TASK
How do the lines below between the ones holding "border:9px solid #d22;" and "display:block; font-size:42px; line-height:51px", inclusive, read? Give them again exactly, with no other lines.

Extracted records

▼

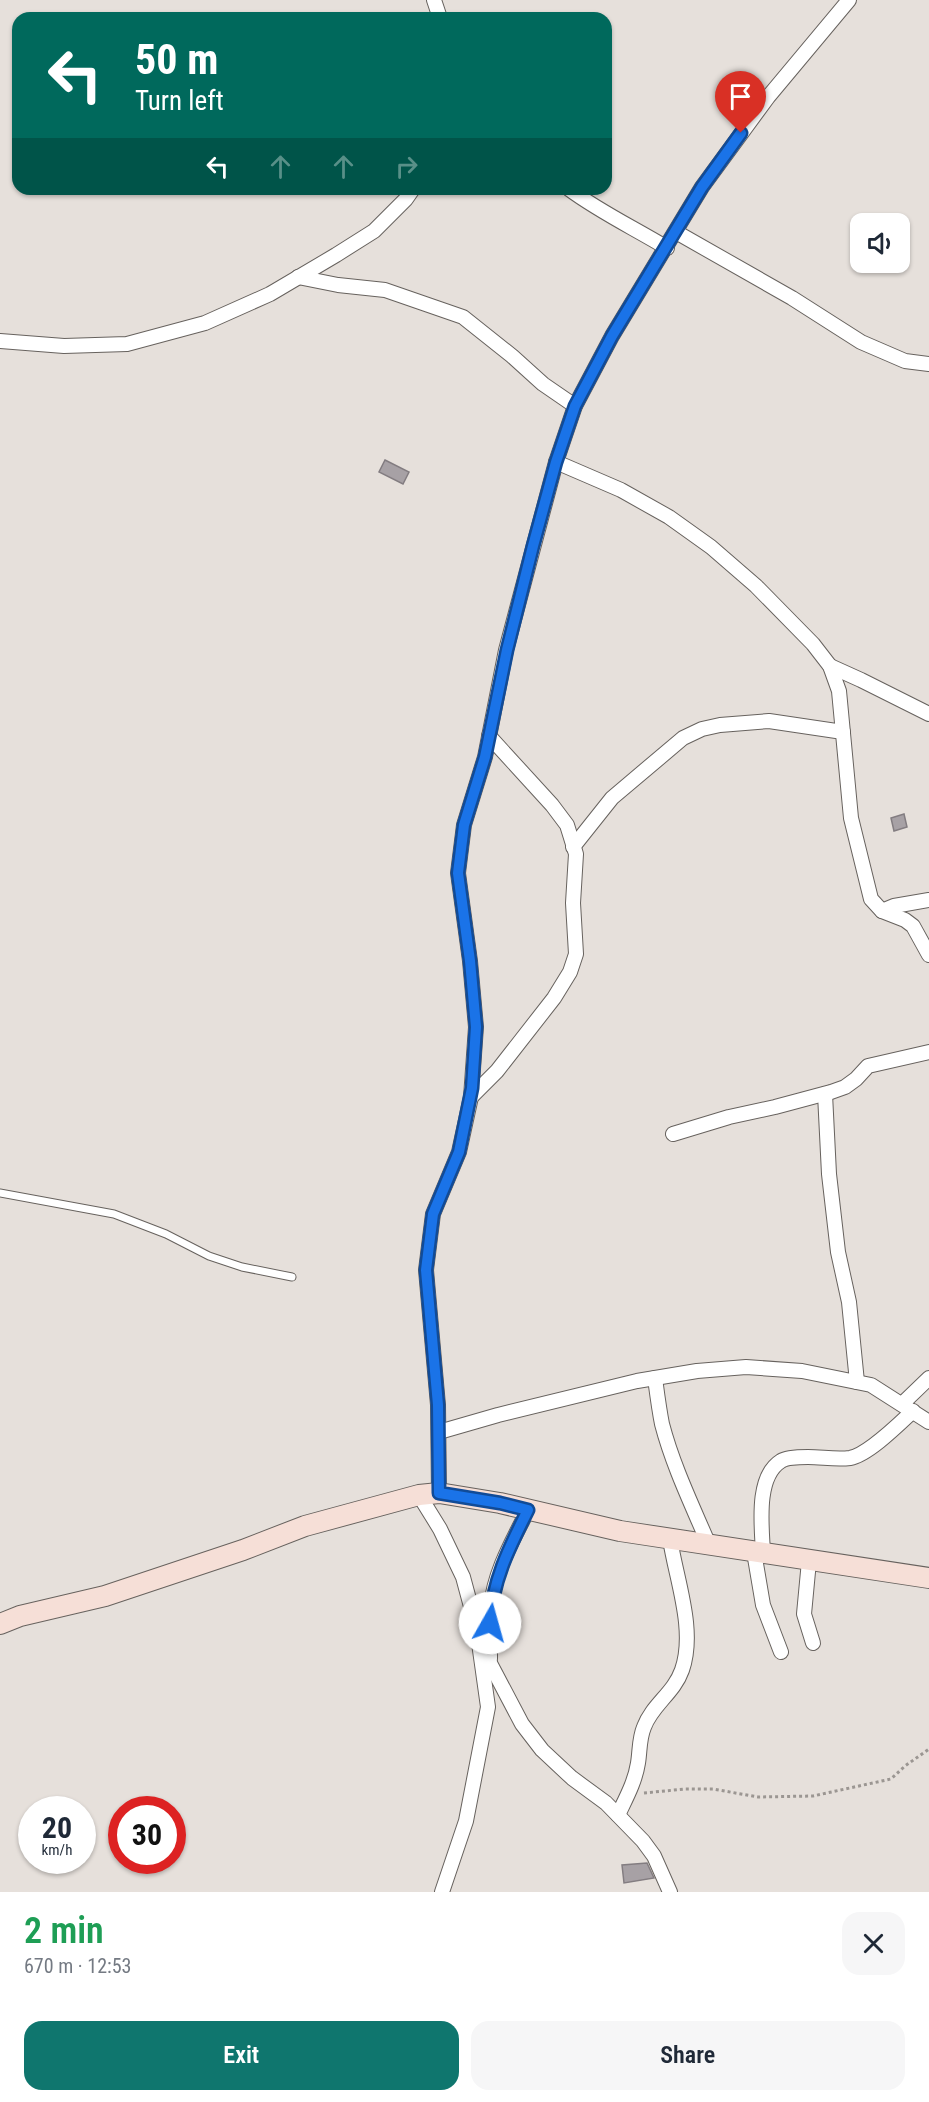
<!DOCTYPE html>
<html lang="en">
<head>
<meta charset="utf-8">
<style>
	body { margin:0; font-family:"Roboto Condensed",sans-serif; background:#f6f6f7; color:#1f2937; height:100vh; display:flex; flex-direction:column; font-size:22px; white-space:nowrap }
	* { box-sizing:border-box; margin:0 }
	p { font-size:20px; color:#747a83 }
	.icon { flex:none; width:33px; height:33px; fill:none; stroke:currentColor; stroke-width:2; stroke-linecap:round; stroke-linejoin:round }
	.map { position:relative; height:1892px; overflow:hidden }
	.panel { display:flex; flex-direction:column; background:#fff; flex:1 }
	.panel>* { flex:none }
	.banner { position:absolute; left:12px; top:12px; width:600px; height:183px; border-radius:18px; box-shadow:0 2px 4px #0004; background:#00695c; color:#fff; overflow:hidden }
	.tools { position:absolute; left:850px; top:213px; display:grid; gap:12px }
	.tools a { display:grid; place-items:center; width:60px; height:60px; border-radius:12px; background:#fff; box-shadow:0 2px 4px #0004; font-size:30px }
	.speed { position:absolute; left:18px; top:1796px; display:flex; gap:12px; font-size:30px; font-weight:700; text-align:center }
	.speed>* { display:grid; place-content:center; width:78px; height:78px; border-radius:50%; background:#fff; box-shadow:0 2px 4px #0004; line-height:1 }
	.speed small { font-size:15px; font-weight:400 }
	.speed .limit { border:9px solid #d22; background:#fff; color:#111 }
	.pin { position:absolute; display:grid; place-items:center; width:51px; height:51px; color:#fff; margin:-62px -26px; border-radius:50% 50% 50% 0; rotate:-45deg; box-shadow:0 0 6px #0007 }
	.pin .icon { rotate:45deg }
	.me { position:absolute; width:66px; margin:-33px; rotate:7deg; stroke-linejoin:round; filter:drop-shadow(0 0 4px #0008) }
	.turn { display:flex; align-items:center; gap:21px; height:126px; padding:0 24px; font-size:27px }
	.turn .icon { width:78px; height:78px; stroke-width:2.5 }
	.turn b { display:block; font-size:42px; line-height:51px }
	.lanes { display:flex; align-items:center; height:57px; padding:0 24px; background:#0003; justify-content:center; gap:30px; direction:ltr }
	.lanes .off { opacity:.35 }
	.round { display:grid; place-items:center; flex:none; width:63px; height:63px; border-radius:18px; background:#f6f6f7 }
	.headline { display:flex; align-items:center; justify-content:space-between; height:102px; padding:0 24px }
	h1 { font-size:36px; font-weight:600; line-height:45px; color:#1e9e55 }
	.primary-button { display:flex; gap:12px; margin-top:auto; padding:12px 24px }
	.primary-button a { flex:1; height:69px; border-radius:18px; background:#0f766e; color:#fff; font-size:24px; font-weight:600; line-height:69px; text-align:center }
	.primary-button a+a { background:#f6f6f7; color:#1f2937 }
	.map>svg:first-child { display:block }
	.building { fill:#a7a1a5; stroke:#837d81; stroke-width:1.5 }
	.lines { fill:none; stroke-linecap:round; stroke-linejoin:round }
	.lane-casing { stroke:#67625e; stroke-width:9 }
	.street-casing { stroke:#67625e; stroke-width:16 }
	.secondary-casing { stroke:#67625e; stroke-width:22 }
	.path { stroke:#9b9692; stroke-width:3; stroke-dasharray:3 3; stroke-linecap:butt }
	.lane { stroke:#fff; stroke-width:7 }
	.street { stroke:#fff; stroke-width:14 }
	.secondary { stroke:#f6dfd7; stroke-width:20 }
	.route-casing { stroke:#114b97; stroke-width:15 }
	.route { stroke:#1a73e8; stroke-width:10 }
</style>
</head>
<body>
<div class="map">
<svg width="929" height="1892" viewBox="0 0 929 1892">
	<rect width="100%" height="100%" fill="#e6e0db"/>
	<g class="building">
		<polygon points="385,460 409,472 403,484 379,472"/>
		<polygon points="904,814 907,827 894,831 891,818"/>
		<polygon points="647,1863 654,1878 624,1883 622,1865"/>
	</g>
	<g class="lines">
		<defs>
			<polyline id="lane" points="0,1193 114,1214 166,1234 209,1256 242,1267 292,1277"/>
			<g id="street">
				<polyline points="434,0 440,18"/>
				<path d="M569 189C600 212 634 228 667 248"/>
				<polyline points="676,232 792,298 861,342 905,361 929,364"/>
				<polyline points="298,277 338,285 385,290 463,317 512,356 543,384 575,406"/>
				<polyline points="0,341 64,346 127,344 205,323 270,294 336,255 374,231 406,199 413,189"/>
				<polyline points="556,462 621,490 669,517 711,547 756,586 813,644 830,666 839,691 851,818 871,899 882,911 905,920 913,926 929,955"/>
				<polyline points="830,666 861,680 929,714"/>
				<polyline points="573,847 612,798 683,738 702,729 720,725 769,721 843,732"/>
				<polyline points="882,911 894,906 929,900"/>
				<polyline points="825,1094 829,1174 838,1252 849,1302 857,1382"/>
				<polyline points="471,1097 497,1071 554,998 570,972 576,954 573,903 576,854 567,825 552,805 489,736"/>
				<polyline points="673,1134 729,1117 775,1107 831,1092 845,1087 856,1079 868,1066 929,1052"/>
				<path d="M655 1378C657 1393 659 1409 662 1424 673 1466 692 1505 709 1545"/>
				<polyline points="902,1404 929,1378"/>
				<polyline points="439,1432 498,1415 637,1381 697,1371 746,1367 802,1371 871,1385 929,1422"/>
				<polyline points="439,1493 438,1405 426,1270 433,1214 459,1152 471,1097 476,1027 470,961 458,873 464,825 485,757 506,650 556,462 575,406 612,336 702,187 768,97 849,0"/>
				<polyline points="419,1495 440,1529 463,1577 477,1629 488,1707 466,1821 442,1892"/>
				<polyline points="754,1552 763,1605 781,1652"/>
				<path d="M763 1553C762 1528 755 1477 781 1461 787 1457 800 1457 808 1457 822 1457 836 1460 850 1458 868 1455 899 1424 913 1411"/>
				<polyline points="809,1561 804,1614 813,1643"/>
				<polyline points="482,1648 522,1724 542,1750 572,1778 606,1803 643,1841 654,1856 670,1892"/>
				<path d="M490 1659C490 1642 489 1624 491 1607 494 1572 513 1540 528 1510"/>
				<path d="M618 1815C626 1798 635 1782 638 1763 640 1751 639 1739 644 1727 652 1705 674 1693 682 1670 696 1630 676 1579 670 1539"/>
			</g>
			<polyline id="secondary" points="0,1624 20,1616 105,1596 243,1550 305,1526 419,1495 439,1493 500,1503 620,1531 929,1578"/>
		</defs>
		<use href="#lane" class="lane-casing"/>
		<use href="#street" class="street-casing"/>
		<use href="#secondary" class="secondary-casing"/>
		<polyline class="path" points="644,1793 685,1789 713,1789 758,1797 813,1796 891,1779 905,1766 929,1749"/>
		<use href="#lane" class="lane"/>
		<use href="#street" class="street"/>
		<use href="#secondary" class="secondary"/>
	</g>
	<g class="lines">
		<defs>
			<path id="route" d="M490 1623C492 1581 510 1546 528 1510L500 1503 439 1493 438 1405 426 1270 433 1214 459 1152 472 1088 476 1027 470 961 458 873 464 825 485 757 507 650 533 546 556 462 575 406 612 336 702 187 741 133"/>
		</defs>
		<use href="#route" class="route-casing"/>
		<use href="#route" class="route"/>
	</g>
</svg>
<div class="tools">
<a><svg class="icon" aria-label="sound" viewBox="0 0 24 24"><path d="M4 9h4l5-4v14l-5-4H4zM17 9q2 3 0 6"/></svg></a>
</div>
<div class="speed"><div>20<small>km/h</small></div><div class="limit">30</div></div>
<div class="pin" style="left:741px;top:133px;background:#d93025"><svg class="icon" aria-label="arrive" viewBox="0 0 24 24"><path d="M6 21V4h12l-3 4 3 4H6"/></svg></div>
<svg class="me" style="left:490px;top:1623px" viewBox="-20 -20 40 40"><circle r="19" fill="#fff"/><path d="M0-13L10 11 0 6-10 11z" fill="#1a73e8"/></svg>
<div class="banner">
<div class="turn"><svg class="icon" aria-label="left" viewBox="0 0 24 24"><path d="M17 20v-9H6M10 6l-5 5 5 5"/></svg><div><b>50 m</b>Turn left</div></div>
<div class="lanes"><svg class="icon" aria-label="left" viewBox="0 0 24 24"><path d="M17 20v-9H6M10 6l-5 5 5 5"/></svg><svg class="icon off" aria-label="ahead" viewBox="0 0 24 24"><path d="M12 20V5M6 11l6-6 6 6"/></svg><svg class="icon off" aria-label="ahead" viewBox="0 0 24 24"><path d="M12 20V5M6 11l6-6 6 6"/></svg><svg class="icon off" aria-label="right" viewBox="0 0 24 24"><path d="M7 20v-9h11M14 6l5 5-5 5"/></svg></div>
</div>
</div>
<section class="panel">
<div class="headline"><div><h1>2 min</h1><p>670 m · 12:53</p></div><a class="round"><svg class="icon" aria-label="close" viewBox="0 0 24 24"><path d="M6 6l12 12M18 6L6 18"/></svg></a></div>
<div class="primary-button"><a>Exit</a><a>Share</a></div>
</section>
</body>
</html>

▲

TASK OUTPUT
	.speed .limit { border:9px solid #d22; background:#fff; color:#111 }
	.pin { position:absolute; display:grid; place-items:center; width:51px; height:51px; color:#fff; margin:-62px -26px; border-radius:50% 50% 50% 0; rotate:-45deg; box-shadow:0 0 6px #0007 }
	.pin .icon { rotate:45deg }
	.me { position:absolute; width:66px; margin:-33px; rotate:7deg; stroke-linejoin:round; filter:drop-shadow(0 0 4px #0008) }
	.turn { display:flex; align-items:center; gap:21px; height:126px; padding:0 24px; font-size:27px }
	.turn .icon { width:78px; height:78px; stroke-width:2.5 }
	.turn b { display:block; font-size:42px; line-height:51px }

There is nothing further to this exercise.